Saved entries:
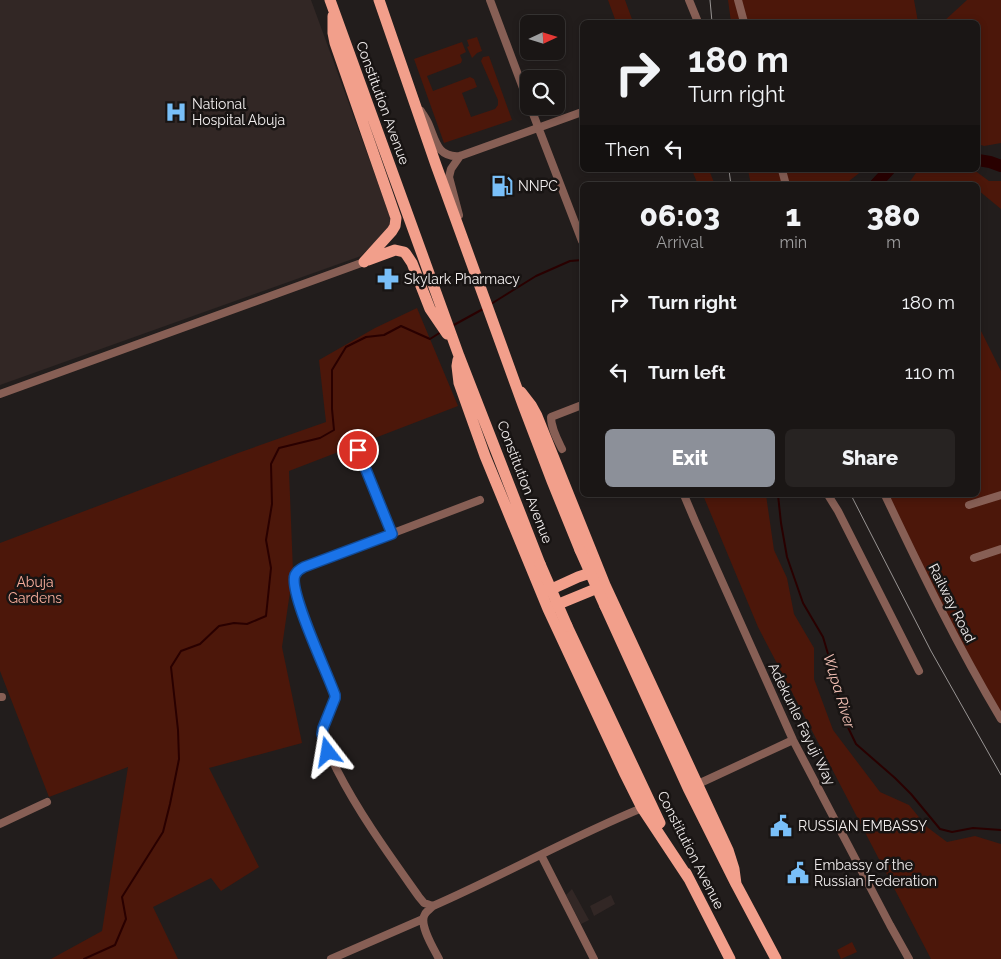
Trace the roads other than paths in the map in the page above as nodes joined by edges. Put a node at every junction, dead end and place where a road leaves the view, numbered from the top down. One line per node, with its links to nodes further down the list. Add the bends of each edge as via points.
1 (379, 0): 9 (main road, Constitution Avenue)
2 (490, 0): 8 (street)
3 (689, 0): 6 (street)
4 (738, 0): 7 (street)
5 (332, 5): 16 (main road, via 335,44 396,218 392,231); 17 (main road, Constitution Avenue)
6 (697, 20)
7 (743, 20)
8 (520, 81)
9 (413, 96): 13 (street, via 439,149 452,157); 14 (main road, Constitution Avenue)
10 (580, 113): 12 (street)
11 (533, 115): 12 (street)
12 (538, 128): 13 (street); 15 (street)
13 (460, 156): 14 (street, via 449,177)
14 (461, 232): 18 (main road, Constitution Avenue)
15 (580, 236)
16 (364, 262): 17 (main road, via 392,250 404,252 430,309); 19 (street)
17 (457, 351): 34 (main road, via 459,384); 44 (main road, Constitution Avenue, bridge, via 567,626 651,805)
18 (515, 384): 32 (main road, via 537,416); 45 (main road, Constitution Avenue, bridge, via 580,550 688,788)
19 (0, 394)
20 (580, 406): 21 (street, via 551,417)
21 (562, 449)
22 (358, 450): 29 (street)
23 (1001, 495): 28 (street)
24 (685, 497): 38 (street, Adekunle Fayuji Way)
25 (829, 497): 36 (street)
26 (886, 497): 37 (street, Railway Road, via 977,679)
27 (480, 500): 29 (street)
28 (969, 505)
29 (392, 534): 46 (street, via 304,567 295,574 294,580 301,609 335,695 322,734 328,752 384,848 418,897)
30 (1001, 549): 31 (street)
31 (974, 558)
32 (599, 570): 33 (main road); 34 (main road)
33 (605, 585): 35 (main road); 39 (main road)
34 (541, 594): 35 (main road)
35 (548, 608): 41 (main road)
36 (919, 671)
37 (1001, 719)
38 (793, 740): 39 (street); 53 (street, Adekunle Fayuji Way)
39 (698, 784): 45 (main road, via 728,850)
40 (47, 802): 42 (street)
41 (642, 808): 43 (street); 44 (main road)
42 (0, 824)
43 (541, 855): 46 (street); 50 (street)
44 (690, 879): 51 (main road, Constitution Avenue)
45 (736, 884): 52 (main road, Constitution Avenue)
46 (433, 906): 47 (street)
47 (423, 919): 48 (street); 49 (street, via 423,926)
48 (331, 959)
49 (439, 959)
50 (594, 959)
51 (730, 959)
52 (776, 959)
53 (909, 959)

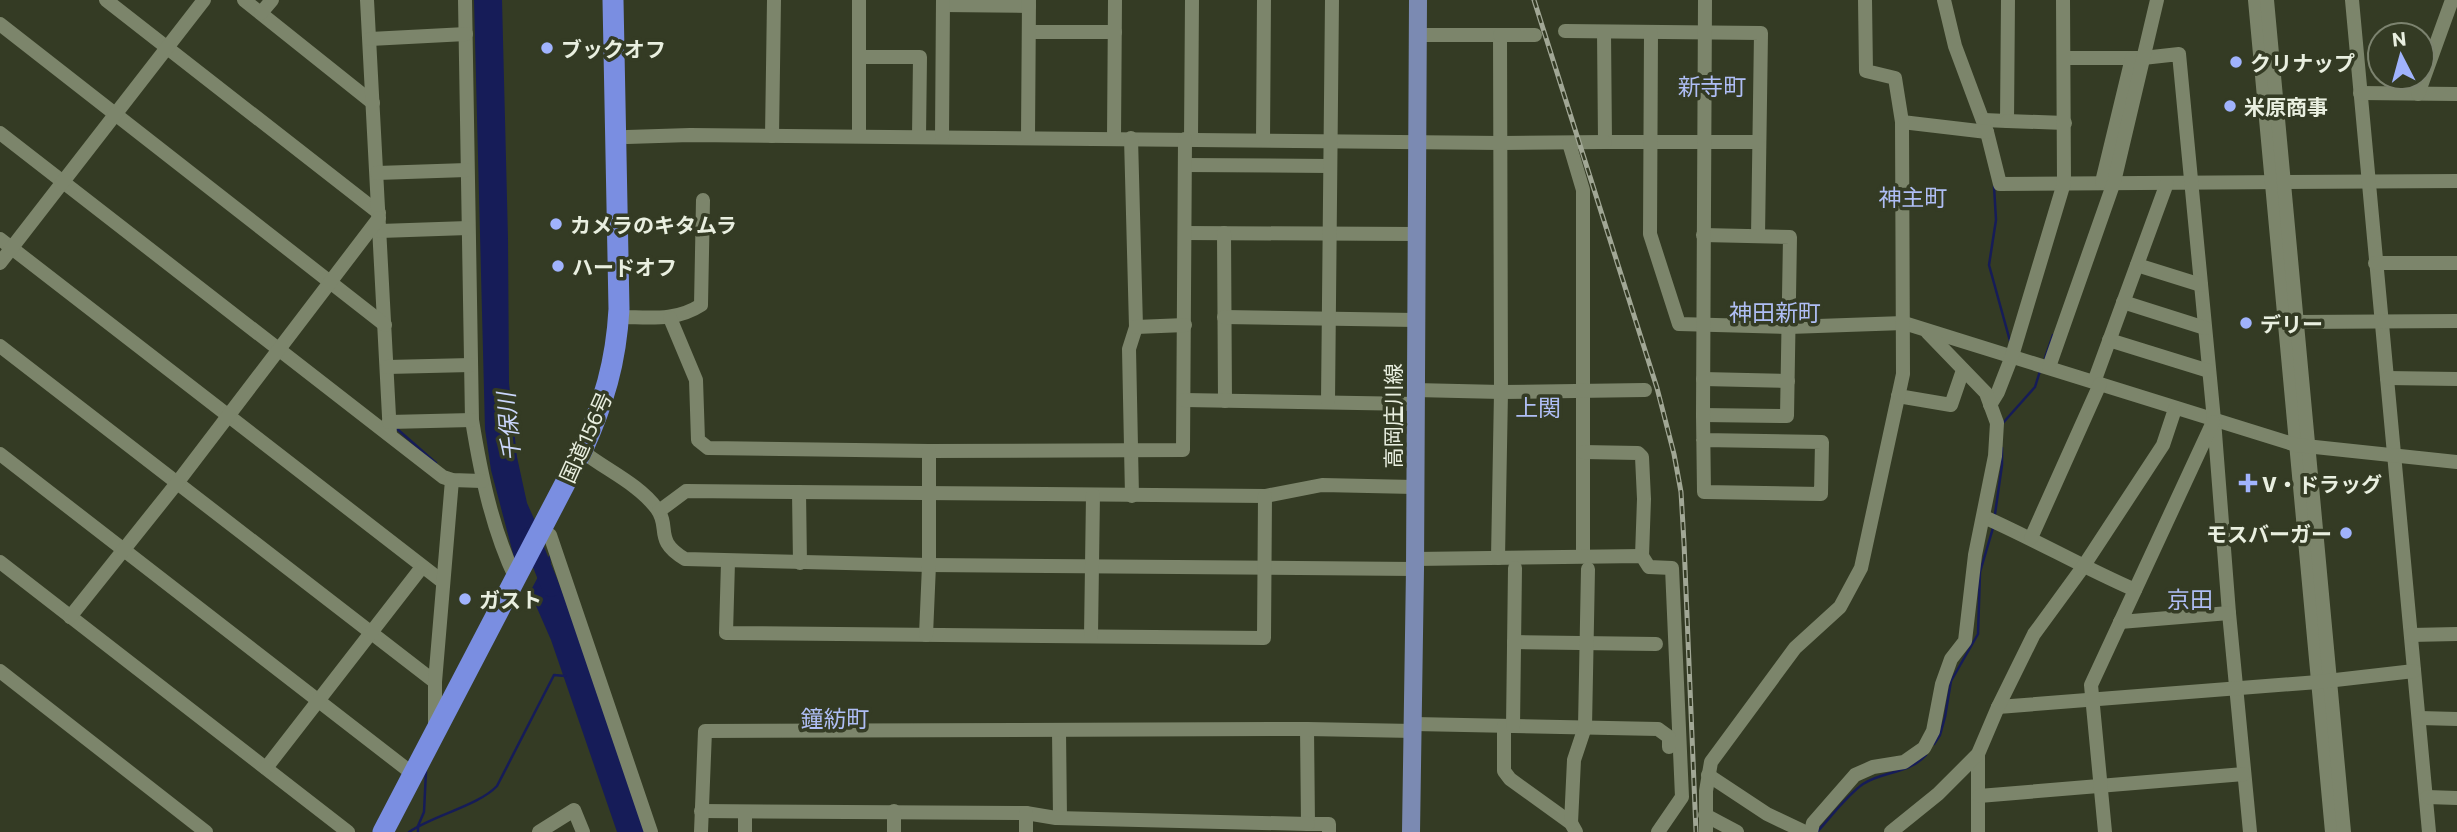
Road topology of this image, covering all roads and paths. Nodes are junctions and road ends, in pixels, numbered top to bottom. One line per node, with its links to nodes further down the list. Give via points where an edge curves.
1 (106, 0): 41 (street)
2 (204, 0): 41 (street)
3 (244, 0): 28 (street)
4 (271, 0): 28 (street)
5 (367, 0): 40 (street)
6 (465, 0): 36 (street)
7 (613, 0): 102 (highway, 国道156号)
8 (624, 0): 57 (highway, 国道156号)
9 (774, 0): 55 (street)
10 (859, 0): 42 (street)
11 (1115, 0): 32 (street)
12 (1192, 0): 63 (street)
13 (1264, 0): 64 (street)
14 (1332, 0): 65 (street)
15 (1418, 0): 37 (main road, 高岡庄川線)
16 (1705, 0): 35 (street)
17 (1865, 0): 51 (street, via 1866,71 1895,78)
18 (1944, 0): 53 (street, via 1955,46)
19 (2008, 0): 50 (street)
20 (2063, 0): 43 (street)
21 (2157, 0): 44 (street)
22 (2255, 0): 84 (street)
23 (2267, 0): 84 (street)
24 (2352, 0): 45 (street)
25 (2452, 0): 46 (street)
26 (943, 3): 27 (street); 59 (street)
27 (1029, 3): 31 (street)
28 (261, 13): 48 (street)
29 (0, 24): 49 (street)
30 (1565, 31): 33 (street)
31 (1029, 32): 32 (street); 60 (street)
32 (1115, 32): 61 (street)
33 (1604, 32): 34 (street); 67 (street)
34 (1651, 32): 35 (street); 68 (street)
35 (1705, 32): 69 (street); 70 (street, via 1761,33)
36 (466, 34): 40 (street); 75 (street)
37 (1417, 35): 38 (street); 66 (main road, 高岡庄川線)
38 (1500, 35): 39 (street); 71 (street)
39 (1535, 35)
40 (370, 39): 48 (street)
41 (168, 49): 49 (street); 86 (street)
42 (859, 57): 56 (street); 58 (street, via 920,57)
43 (2064, 58): 44 (street); 52 (street)
44 (2137, 58): 79 (street); 83 (street, via 2179,54)
45 (2360, 93): 46 (street); 80 (street)
46 (2418, 94): 47 (street)
47 (2457, 94)
48 (373, 103): 76 (street)
49 (116, 115): 78 (street); 99 (street)
50 (2007, 121): 52 (street); 53 (street)
51 (1902, 122): 53 (street); 110 (street)
52 (2065, 123): 81 (street)
53 (1985, 126): 81 (street, via 2000,184)
54 (0, 133): 78 (street)
55 (772, 136): 56 (street); 57 (street)
56 (859, 136): 58 (street)
57 (627, 137): 102 (highway, 国道156号)
58 (919, 137): 59 (street)
59 (942, 137): 60 (street)
60 (1028, 137): 61 (street)
61 (1114, 138): 62 (street)
62 (1131, 138): 63 (street); 114 (street)
63 (1188, 139): 64 (street); 73 (street)
64 (1263, 140): 65 (street)
65 (1329, 140): 66 (street); 74 (street)
66 (1418, 142): 71 (street); 91 (main road, 高岡庄川線)
67 (1605, 142): 68 (street); 72 (street)
68 (1650, 142): 69 (street); 113 (street, via 1650,234 1679,324)
69 (1704, 142): 70 (street); 92 (street)
70 (1758, 142): 93 (street)
71 (1501, 143): 72 (street); 134 (street)
72 (1569, 143): 132 (street, via 1583,190)
73 (1185, 165): 74 (street); 88 (street)
74 (1329, 166): 90 (street)
75 (467, 170): 76 (street); 87 (street)
76 (377, 173): 86 (street)
77 (2457, 181): 80 (street)
78 (64, 182): 94 (street); 120 (street)
79 (2108, 182): 81 (street); 82 (street); 124 (street)
80 (2369, 182): 84 (street); 96 (street)
81 (2064, 183): 121 (street)
82 (2167, 183): 83 (street); 98 (street)
83 (2191, 183): 84 (street); 100 (street)
84 (2279, 183): 109 (street); 148 (street)
85 (703, 200): 104 (street, via 701,305)
86 (380, 221): 87 (street); 99 (street); 111 (street)
87 (468, 228): 122 (street)
88 (1185, 233): 89 (street); 112 (street)
89 (1224, 233): 90 (street); 103 (street)
90 (1330, 233): 91 (street); 105 (street)
91 (1416, 234): 106 (main road, 高岡庄川線)
92 (1703, 235): 93 (street); 113 (street)
93 (1758, 236): 115 (street, via 1790,237)
94 (6, 243): 95 (street); 143 (street)
95 (0, 263)
96 (2375, 263): 97 (street); 107 (street)
97 (2457, 263)
98 (2137, 265): 100 (street); 101 (street)
99 (331, 282): 111 (street); 120 (street)
100 (2201, 285): 116 (street)
101 (2123, 302): 116 (street); 118 (street)
102 (624, 317): 104 (street); 153 (highway, 国道156号, via 621,379 609,414)
103 (1224, 317): 105 (street); 138 (street)
104 (670, 318): 150 (street, via 696,380 698,440 708,448)
105 (1329, 318): 106 (street); 139 (street)
106 (1415, 320): 136 (main road, 高岡庄川線)
107 (2381, 321): 108 (street); 109 (street); 127 (street)
108 (2457, 321)
109 (2298, 322): 148 (street)
110 (1904, 323): 115 (street); 117 (street); 135 (street)
111 (385, 325): 123 (street)
112 (1185, 325): 114 (street); 137 (street)
113 (1703, 325): 115 (street); 128 (street)
114 (1136, 327): 149 (street, via 1129,349)
115 (1789, 327): 130 (street)
116 (2205, 328): 126 (street)
117 (1926, 331): 121 (street); 125 (street)
118 (2109, 340): 126 (street); 131 (street)
119 (0, 346): 158 (street)
120 (279, 349): 143 (street); 146 (street)
121 (2012, 356): 124 (street); 140 (street)
122 (471, 365): 123 (street); 144 (street)
123 (387, 367): 146 (street)
124 (2049, 367): 131 (street)
125 (1963, 370): 135 (street, via 1951,405); 140 (street, via 1986,393)
126 (2209, 371): 145 (street)
127 (2387, 378): 129 (street); 154 (street)
128 (1703, 379): 130 (street); 142 (street)
129 (2457, 379)
130 (1788, 381): 142 (street, via 1787,416)
131 (2097, 383): 141 (street); 168 (street)
132 (1582, 390): 133 (street); 134 (street); 151 (street)
133 (1645, 390)
134 (1501, 392): 136 (street); 171 (street)
135 (1898, 396): 218 (street, via 1861,568 1840,607 1795,648 1710,762)
136 (1415, 397): 139 (street); 159 (main road, 高岡庄川線)
137 (1184, 400): 138 (street); 149 (street, via 1183,450)
138 (1224, 401): 139 (street)
139 (1328, 401)
140 (1990, 405): 166 (street, via 1997,423)
141 (2175, 409): 145 (street); 181 (street, via 2163,446)
142 (1703, 415): 147 (street)
143 (227, 416): 158 (street); 178 (street)
144 (472, 420): 146 (street); 157 (street)
145 (2214, 420): 148 (street); 185 (street); 186 (street)
146 (390, 429): 156 (street)
147 (1703, 440): 147 (street, via 1704,492 1821,494 1822,442)
148 (2303, 447): 154 (street); 199 (street)
149 (1131, 449): 150 (street); 163 (street)
150 (929, 451): 161 (street)
151 (1583, 452): 170 (street, via 1638,453 1642,457); 174 (street)
152 (0, 454): 169 (street)
153 (586, 454): 165 (street, via 636,488); 167 (highway, 国道156号)
154 (2394, 455): 155 (street); 192 (street)
155 (2457, 462)
156 (452, 480): 157 (street); 184 (street)
157 (482, 481): 183 (street, via 505,558)
158 (177, 483): 169 (street); 189 (street)
159 (1414, 487): 164 (street, via 1322,485); 176 (main road, 高岡庄川線)
160 (799, 492): 161 (street); 165 (street, via 686,491); 175 (street)
161 (929, 494): 162 (street); 177 (street)
162 (1093, 495): 163 (street); 179 (street)
163 (1132, 496): 164 (street)
164 (1265, 496): 180 (street)
165 (659, 511): 173 (street, via 671,551 685,559)
166 (1984, 517): 168 (street); 249 (street, via 1965,641 1951,659 1933,731 1924,748 1904,762 1855,775)
167 (546, 536): 183 (highway, 国道156号); 238 (street)
168 (2031, 538): 181 (street)
169 (122, 549): 187 (street); 203 (street)
170 (1642, 556): 174 (street); 245 (street, via 1649,567 1672,568 1682,797)
171 (1498, 558): 174 (street); 176 (street)
172 (0, 562): 187 (street)
173 (728, 562): 175 (street); 191 (street, via 726,633)
174 (1586, 562): 195 (street)
175 (800, 563): 177 (street)
176 (1415, 564): 180 (street); 208 (main road, 高岡庄川線)
177 (929, 565): 179 (street); 191 (street)
178 (422, 567): 184 (street); 189 (street)
179 (1092, 567): 180 (street); 193 (street)
180 (1265, 567): 193 (street, via 1264,638)
181 (2083, 567): 185 (street); 204 (street, via 2034,634)
182 (1515, 568): 194 (street)
183 (519, 579): 210 (highway, 国道156号); 235 (highway, 国道156号)
184 (443, 582): 200 (street)
185 (2135, 590): 188 (street)
186 (2229, 613): 188 (street); 201 (street)
187 (70, 618): 215 (street)
188 (2120, 622): 202 (street, via 2091,685)
189 (370, 633): 200 (street); 203 (street)
190 (2457, 634): 192 (street)
191 (926, 635): 193 (street)
192 (2411, 635): 198 (street)
193 (1091, 636)
194 (1514, 642): 195 (street); 207 (street)
195 (1587, 643): 196 (street); 209 (street)
196 (1656, 644)
197 (0, 671): 232 (street)
198 (2414, 671): 199 (street); 205 (street)
199 (2325, 681): 201 (street); 254 (street); 255 (street)
200 (435, 682): 210 (street)
201 (2237, 688): 202 (street); 217 (street)
202 (2092, 700): 204 (street); 219 (street)
203 (318, 701): 215 (street); 216 (street)
204 (1998, 707): 214 (street)
205 (2420, 718): 206 (street); 221 (street)
206 (2457, 719)
207 (1509, 726): 208 (street); 209 (street); 231 (street, via 1504,771)
208 (1414, 727): 211 (street); 244 (main road, 高岡庄川線)
209 (1585, 727): 213 (street, via 1658,729 1669,737); 231 (street, via 1574,760)
210 (435, 729): 216 (highway, 国道156号)
211 (1307, 729): 212 (street); 229 (street)
212 (1059, 731): 223 (street, via 705,732); 228 (street)
213 (1669, 747)
214 (1978, 754): 220 (street); 250 (street)
215 (266, 768): 233 (street)
216 (413, 774): 234 (highway, 国道156号)
217 (2244, 774): 219 (street); 253 (street)
218 (1708, 775): 227 (street); 248 (street, via 1767,814)
219 (2102, 787): 220 (street); 252 (street)
220 (1979, 796): 251 (street)
221 (2427, 797): 222 (street); 256 (street)
222 (2457, 798)
223 (701, 811): 225 (street); 239 (street)
224 (894, 811): 225 (street); 226 (street); 241 (street)
225 (745, 813): 240 (street)
226 (1026, 813): 228 (street); 242 (street)
227 (1705, 815): 246 (street); 247 (street)
228 (1060, 818): 230 (street)
229 (1308, 824): 230 (street); 243 (street, via 1329,824)
230 (1203, 827)
231 (1574, 827)
232 (206, 832)
233 (348, 832)
234 (383, 832)
235 (394, 832)
236 (539, 832): 237 (street, via 574,810)
237 (583, 832)
238 (651, 832)
239 (701, 832)
240 (745, 832)
241 (894, 832)
242 (1026, 832)
243 (1329, 832)
244 (1411, 832)
245 (1658, 832)
246 (1706, 832)
247 (1737, 832)
248 (1805, 832)
249 (1811, 832)
250 (1891, 832)
251 (1979, 832)
252 (2105, 832)
253 (2250, 832)
254 (2332, 832)
255 (2344, 832)
256 (2429, 832)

_Problem details_.
For every line above that has "highway" in it, copy the line.

_Written response_.
7 (613, 0): 102 (highway, 国道156号)
8 (624, 0): 57 (highway, 国道156号)
57 (627, 137): 102 (highway, 国道156号)
102 (624, 317): 104 (street); 153 (highway, 国道156号, via 621,379 609,414)
153 (586, 454): 165 (street, via 636,488); 167 (highway, 国道156号)
167 (546, 536): 183 (highway, 国道156号); 238 (street)
183 (519, 579): 210 (highway, 国道156号); 235 (highway, 国道156号)
210 (435, 729): 216 (highway, 国道156号)
216 (413, 774): 234 (highway, 国道156号)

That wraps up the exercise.